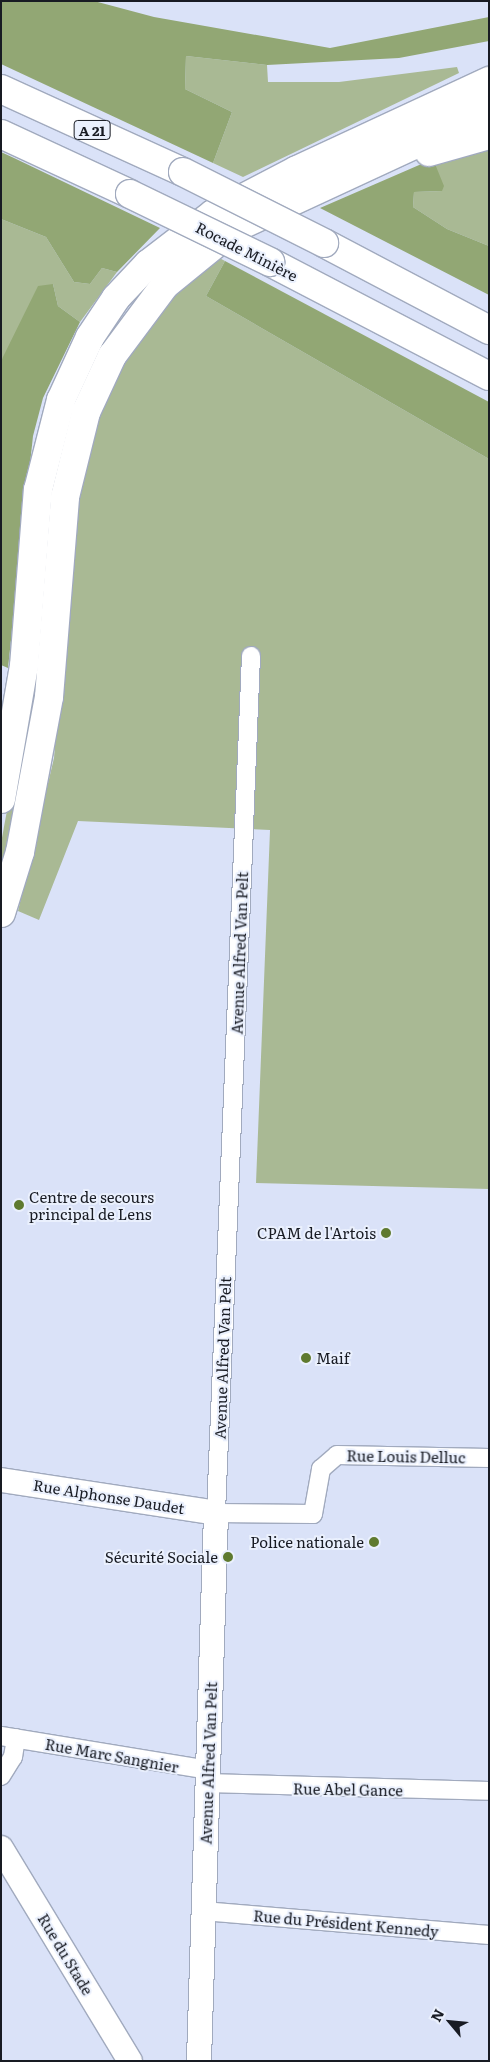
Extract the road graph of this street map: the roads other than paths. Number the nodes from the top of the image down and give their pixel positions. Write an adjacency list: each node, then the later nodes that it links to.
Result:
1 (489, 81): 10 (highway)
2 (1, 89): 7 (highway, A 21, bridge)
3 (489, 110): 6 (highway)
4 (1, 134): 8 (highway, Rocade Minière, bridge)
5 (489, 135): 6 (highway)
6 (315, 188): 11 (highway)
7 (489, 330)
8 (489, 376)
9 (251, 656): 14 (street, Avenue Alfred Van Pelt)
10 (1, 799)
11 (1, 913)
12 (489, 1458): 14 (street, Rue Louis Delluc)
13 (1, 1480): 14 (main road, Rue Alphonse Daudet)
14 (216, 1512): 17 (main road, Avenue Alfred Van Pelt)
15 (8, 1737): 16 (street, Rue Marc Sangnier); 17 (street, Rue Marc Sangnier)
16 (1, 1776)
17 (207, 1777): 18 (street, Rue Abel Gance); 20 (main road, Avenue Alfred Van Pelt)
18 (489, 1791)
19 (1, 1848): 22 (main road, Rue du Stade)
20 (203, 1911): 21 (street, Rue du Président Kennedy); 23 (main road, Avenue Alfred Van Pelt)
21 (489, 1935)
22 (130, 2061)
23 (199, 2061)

EXERCISE DETAILS
Print all records word for word, no images.

ANSWER TO THE PROBLEM
Extract the road graph of this street map: the roads other than paths. Number the nodes from the top of the image down and give their pixel positions. Write an adjacency list: each node, then the later nodes that it links to.
Result:
1 (489, 81): 10 (highway)
2 (1, 89): 7 (highway, A 21, bridge)
3 (489, 110): 6 (highway)
4 (1, 134): 8 (highway, Rocade Minière, bridge)
5 (489, 135): 6 (highway)
6 (315, 188): 11 (highway)
7 (489, 330)
8 (489, 376)
9 (251, 656): 14 (street, Avenue Alfred Van Pelt)
10 (1, 799)
11 (1, 913)
12 (489, 1458): 14 (street, Rue Louis Delluc)
13 (1, 1480): 14 (main road, Rue Alphonse Daudet)
14 (216, 1512): 17 (main road, Avenue Alfred Van Pelt)
15 (8, 1737): 16 (street, Rue Marc Sangnier); 17 (street, Rue Marc Sangnier)
16 (1, 1776)
17 (207, 1777): 18 (street, Rue Abel Gance); 20 (main road, Avenue Alfred Van Pelt)
18 (489, 1791)
19 (1, 1848): 22 (main road, Rue du Stade)
20 (203, 1911): 21 (street, Rue du Président Kennedy); 23 (main road, Avenue Alfred Van Pelt)
21 (489, 1935)
22 (130, 2061)
23 (199, 2061)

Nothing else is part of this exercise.